Data records
=== Begin Enclosure ===

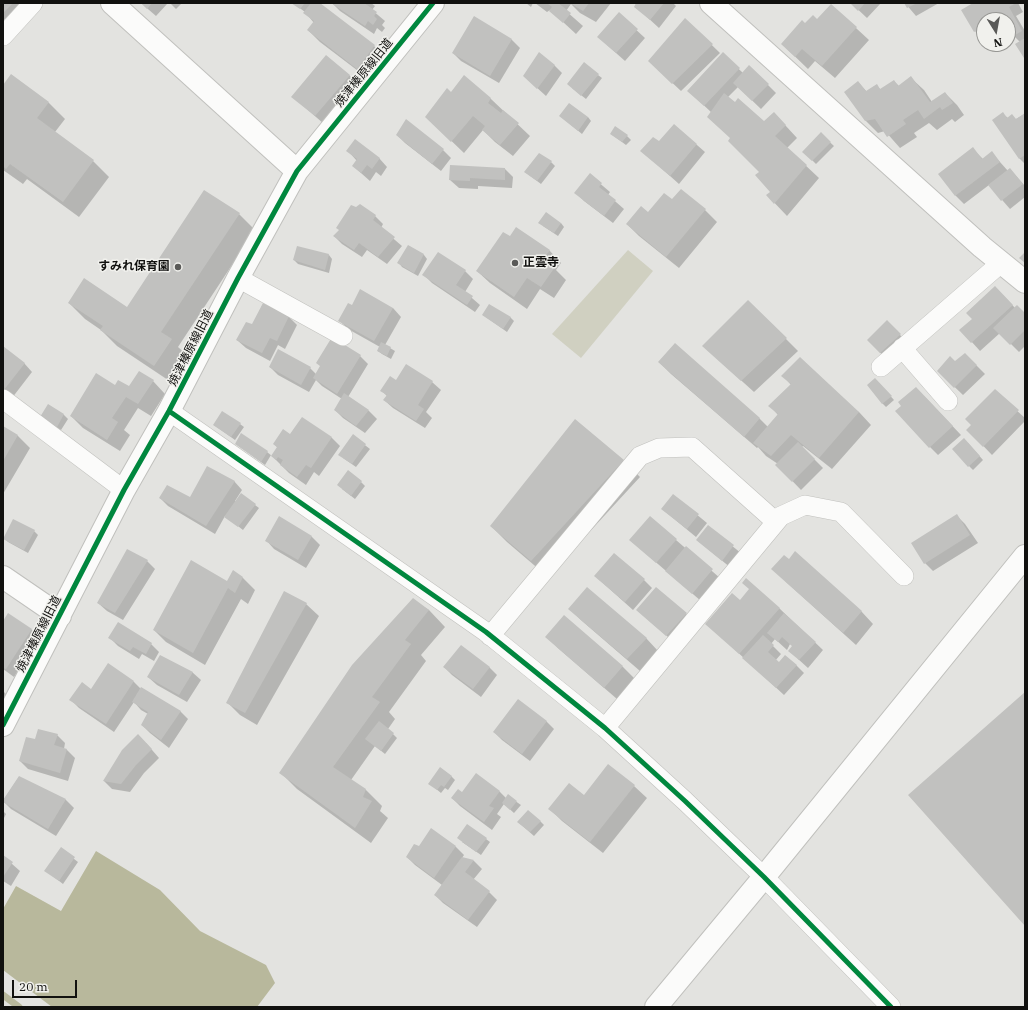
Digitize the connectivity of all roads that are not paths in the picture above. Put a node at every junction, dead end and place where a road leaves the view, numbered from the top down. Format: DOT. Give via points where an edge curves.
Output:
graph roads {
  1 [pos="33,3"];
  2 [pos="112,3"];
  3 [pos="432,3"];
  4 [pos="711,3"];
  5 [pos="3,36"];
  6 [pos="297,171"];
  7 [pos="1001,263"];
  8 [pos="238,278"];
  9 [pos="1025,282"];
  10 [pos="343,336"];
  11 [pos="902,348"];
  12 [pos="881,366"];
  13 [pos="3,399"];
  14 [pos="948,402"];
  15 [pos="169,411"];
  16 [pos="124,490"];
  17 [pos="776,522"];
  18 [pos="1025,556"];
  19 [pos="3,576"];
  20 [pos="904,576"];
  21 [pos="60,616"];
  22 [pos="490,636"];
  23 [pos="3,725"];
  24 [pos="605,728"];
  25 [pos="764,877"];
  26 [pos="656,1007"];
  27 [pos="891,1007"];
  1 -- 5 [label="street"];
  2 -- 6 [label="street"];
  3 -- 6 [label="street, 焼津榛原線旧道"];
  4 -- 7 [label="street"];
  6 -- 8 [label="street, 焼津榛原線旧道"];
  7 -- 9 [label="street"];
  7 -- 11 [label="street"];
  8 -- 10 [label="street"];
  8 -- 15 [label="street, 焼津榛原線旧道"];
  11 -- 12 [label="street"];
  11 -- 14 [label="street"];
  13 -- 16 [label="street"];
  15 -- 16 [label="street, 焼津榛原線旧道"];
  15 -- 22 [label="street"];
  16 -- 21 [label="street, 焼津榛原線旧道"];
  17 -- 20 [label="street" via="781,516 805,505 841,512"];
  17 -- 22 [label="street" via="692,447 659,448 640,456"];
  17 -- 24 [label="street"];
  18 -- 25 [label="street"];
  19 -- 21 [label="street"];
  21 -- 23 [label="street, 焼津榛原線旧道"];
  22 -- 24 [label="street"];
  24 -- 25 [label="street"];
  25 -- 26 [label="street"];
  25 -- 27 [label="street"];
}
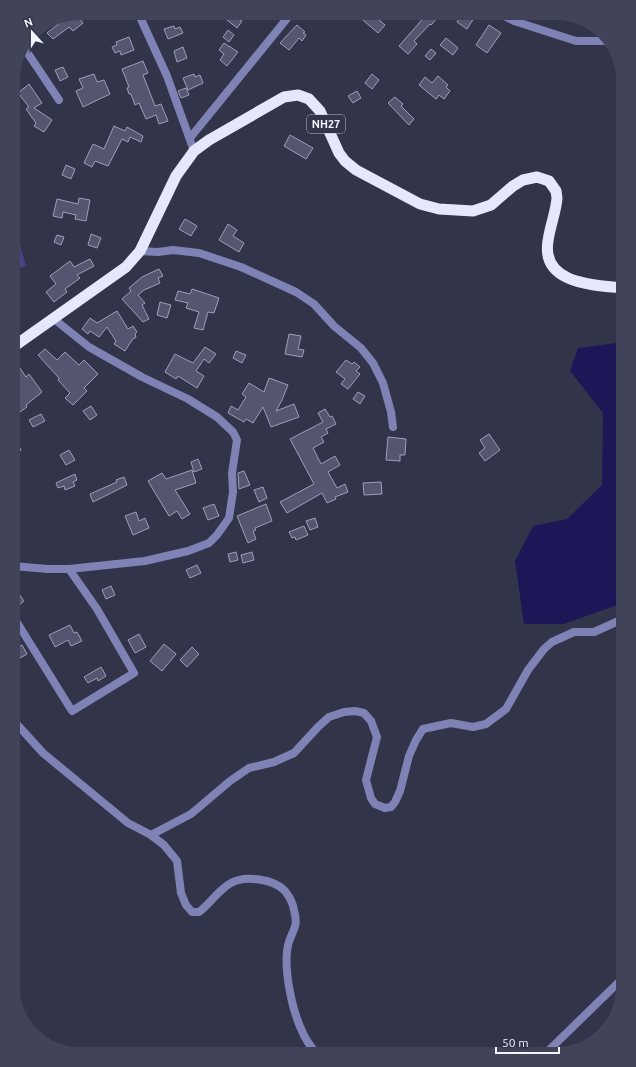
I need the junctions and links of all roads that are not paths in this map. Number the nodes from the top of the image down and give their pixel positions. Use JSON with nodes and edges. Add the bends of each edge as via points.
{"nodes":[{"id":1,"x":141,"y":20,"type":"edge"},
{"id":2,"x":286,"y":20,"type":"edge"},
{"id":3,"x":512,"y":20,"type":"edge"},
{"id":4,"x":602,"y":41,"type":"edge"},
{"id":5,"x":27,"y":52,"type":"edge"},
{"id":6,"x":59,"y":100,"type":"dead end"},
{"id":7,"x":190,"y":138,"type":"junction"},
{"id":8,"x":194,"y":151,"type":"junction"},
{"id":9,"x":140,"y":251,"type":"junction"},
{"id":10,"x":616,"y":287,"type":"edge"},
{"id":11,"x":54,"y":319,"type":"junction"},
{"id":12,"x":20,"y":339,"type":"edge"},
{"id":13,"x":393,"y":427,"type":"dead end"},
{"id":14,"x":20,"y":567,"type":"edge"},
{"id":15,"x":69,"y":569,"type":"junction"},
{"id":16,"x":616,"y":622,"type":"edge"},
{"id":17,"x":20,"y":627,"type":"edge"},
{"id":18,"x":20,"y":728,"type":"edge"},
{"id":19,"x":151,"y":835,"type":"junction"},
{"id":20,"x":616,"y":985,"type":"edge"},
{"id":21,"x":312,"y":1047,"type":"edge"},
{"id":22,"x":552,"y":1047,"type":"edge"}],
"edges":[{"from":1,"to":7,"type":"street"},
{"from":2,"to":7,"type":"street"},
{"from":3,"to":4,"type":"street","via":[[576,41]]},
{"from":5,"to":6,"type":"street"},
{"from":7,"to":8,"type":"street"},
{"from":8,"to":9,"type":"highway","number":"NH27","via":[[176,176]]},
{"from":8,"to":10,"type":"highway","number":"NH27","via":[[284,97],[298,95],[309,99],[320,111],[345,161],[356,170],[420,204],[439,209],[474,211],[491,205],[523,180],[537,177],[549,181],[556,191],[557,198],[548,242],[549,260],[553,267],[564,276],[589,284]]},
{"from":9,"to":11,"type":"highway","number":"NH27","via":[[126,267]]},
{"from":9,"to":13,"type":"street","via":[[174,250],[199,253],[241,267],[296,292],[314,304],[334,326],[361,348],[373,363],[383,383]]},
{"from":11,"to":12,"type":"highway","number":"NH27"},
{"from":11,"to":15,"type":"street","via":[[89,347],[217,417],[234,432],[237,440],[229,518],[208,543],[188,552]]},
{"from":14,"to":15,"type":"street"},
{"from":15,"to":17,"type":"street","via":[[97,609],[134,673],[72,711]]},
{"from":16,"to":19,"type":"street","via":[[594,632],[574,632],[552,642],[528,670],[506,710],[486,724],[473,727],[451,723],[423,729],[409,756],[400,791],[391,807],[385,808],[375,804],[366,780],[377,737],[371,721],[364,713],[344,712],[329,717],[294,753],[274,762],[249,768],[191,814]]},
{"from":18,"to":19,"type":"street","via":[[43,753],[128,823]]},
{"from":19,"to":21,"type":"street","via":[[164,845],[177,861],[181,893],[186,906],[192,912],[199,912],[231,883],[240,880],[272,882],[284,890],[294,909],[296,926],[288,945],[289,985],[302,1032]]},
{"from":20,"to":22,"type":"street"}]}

=== End Enclosure ===

◆ Action item
An exact transcription of the data above is needed, without the pictures.

◆ Expected output
Digitize the connectivity of all roads that are not paths in the picture above. Put a node at every junction, dead end and place where a road leaves the view, numbered from the top down. Format: DOT. Give via points where an edge curves.
Output:
graph roads {
  1 [pos="33,3"];
  2 [pos="112,3"];
  3 [pos="432,3"];
  4 [pos="711,3"];
  5 [pos="3,36"];
  6 [pos="297,171"];
  7 [pos="1001,263"];
  8 [pos="238,278"];
  9 [pos="1025,282"];
  10 [pos="343,336"];
  11 [pos="902,348"];
  12 [pos="881,366"];
  13 [pos="3,399"];
  14 [pos="948,402"];
  15 [pos="169,411"];
  16 [pos="124,490"];
  17 [pos="776,522"];
  18 [pos="1025,556"];
  19 [pos="3,576"];
  20 [pos="904,576"];
  21 [pos="60,616"];
  22 [pos="490,636"];
  23 [pos="3,725"];
  24 [pos="605,728"];
  25 [pos="764,877"];
  26 [pos="656,1007"];
  27 [pos="891,1007"];
  1 -- 5 [label="street"];
  2 -- 6 [label="street"];
  3 -- 6 [label="street, 焼津榛原線旧道"];
  4 -- 7 [label="street"];
  6 -- 8 [label="street, 焼津榛原線旧道"];
  7 -- 9 [label="street"];
  7 -- 11 [label="street"];
  8 -- 10 [label="street"];
  8 -- 15 [label="street, 焼津榛原線旧道"];
  11 -- 12 [label="street"];
  11 -- 14 [label="street"];
  13 -- 16 [label="street"];
  15 -- 16 [label="street, 焼津榛原線旧道"];
  15 -- 22 [label="street"];
  16 -- 21 [label="street, 焼津榛原線旧道"];
  17 -- 20 [label="street" via="781,516 805,505 841,512"];
  17 -- 22 [label="street" via="692,447 659,448 640,456"];
  17 -- 24 [label="street"];
  18 -- 25 [label="street"];
  19 -- 21 [label="street"];
  21 -- 23 [label="street, 焼津榛原線旧道"];
  22 -- 24 [label="street"];
  24 -- 25 [label="street"];
  25 -- 26 [label="street"];
  25 -- 27 [label="street"];
}
I need the junctions and links of all roads that are not paths in this map. Number the nodes from the top of the image down and give their pixel positions. Use JSON with nodes and edges. Add the bends of each edge as via points.
{"nodes":[{"id":1,"x":141,"y":20,"type":"edge"},
{"id":2,"x":286,"y":20,"type":"edge"},
{"id":3,"x":512,"y":20,"type":"edge"},
{"id":4,"x":602,"y":41,"type":"edge"},
{"id":5,"x":27,"y":52,"type":"edge"},
{"id":6,"x":59,"y":100,"type":"dead end"},
{"id":7,"x":190,"y":138,"type":"junction"},
{"id":8,"x":194,"y":151,"type":"junction"},
{"id":9,"x":140,"y":251,"type":"junction"},
{"id":10,"x":616,"y":287,"type":"edge"},
{"id":11,"x":54,"y":319,"type":"junction"},
{"id":12,"x":20,"y":339,"type":"edge"},
{"id":13,"x":393,"y":427,"type":"dead end"},
{"id":14,"x":20,"y":567,"type":"edge"},
{"id":15,"x":69,"y":569,"type":"junction"},
{"id":16,"x":616,"y":622,"type":"edge"},
{"id":17,"x":20,"y":627,"type":"edge"},
{"id":18,"x":20,"y":728,"type":"edge"},
{"id":19,"x":151,"y":835,"type":"junction"},
{"id":20,"x":616,"y":985,"type":"edge"},
{"id":21,"x":312,"y":1047,"type":"edge"},
{"id":22,"x":552,"y":1047,"type":"edge"}],
"edges":[{"from":1,"to":7,"type":"street"},
{"from":2,"to":7,"type":"street"},
{"from":3,"to":4,"type":"street","via":[[576,41]]},
{"from":5,"to":6,"type":"street"},
{"from":7,"to":8,"type":"street"},
{"from":8,"to":9,"type":"highway","number":"NH27","via":[[176,176]]},
{"from":8,"to":10,"type":"highway","number":"NH27","via":[[284,97],[298,95],[309,99],[320,111],[345,161],[356,170],[420,204],[439,209],[474,211],[491,205],[523,180],[537,177],[549,181],[556,191],[557,198],[548,242],[549,260],[553,267],[564,276],[589,284]]},
{"from":9,"to":11,"type":"highway","number":"NH27","via":[[126,267]]},
{"from":9,"to":13,"type":"street","via":[[174,250],[199,253],[241,267],[296,292],[314,304],[334,326],[361,348],[373,363],[383,383]]},
{"from":11,"to":12,"type":"highway","number":"NH27"},
{"from":11,"to":15,"type":"street","via":[[89,347],[217,417],[234,432],[237,440],[229,518],[208,543],[188,552]]},
{"from":14,"to":15,"type":"street"},
{"from":15,"to":17,"type":"street","via":[[97,609],[134,673],[72,711]]},
{"from":16,"to":19,"type":"street","via":[[594,632],[574,632],[552,642],[528,670],[506,710],[486,724],[473,727],[451,723],[423,729],[409,756],[400,791],[391,807],[385,808],[375,804],[366,780],[377,737],[371,721],[364,713],[344,712],[329,717],[294,753],[274,762],[249,768],[191,814]]},
{"from":18,"to":19,"type":"street","via":[[43,753],[128,823]]},
{"from":19,"to":21,"type":"street","via":[[164,845],[177,861],[181,893],[186,906],[192,912],[199,912],[231,883],[240,880],[272,882],[284,890],[294,909],[296,926],[288,945],[289,985],[302,1032]]},
{"from":20,"to":22,"type":"street"}]}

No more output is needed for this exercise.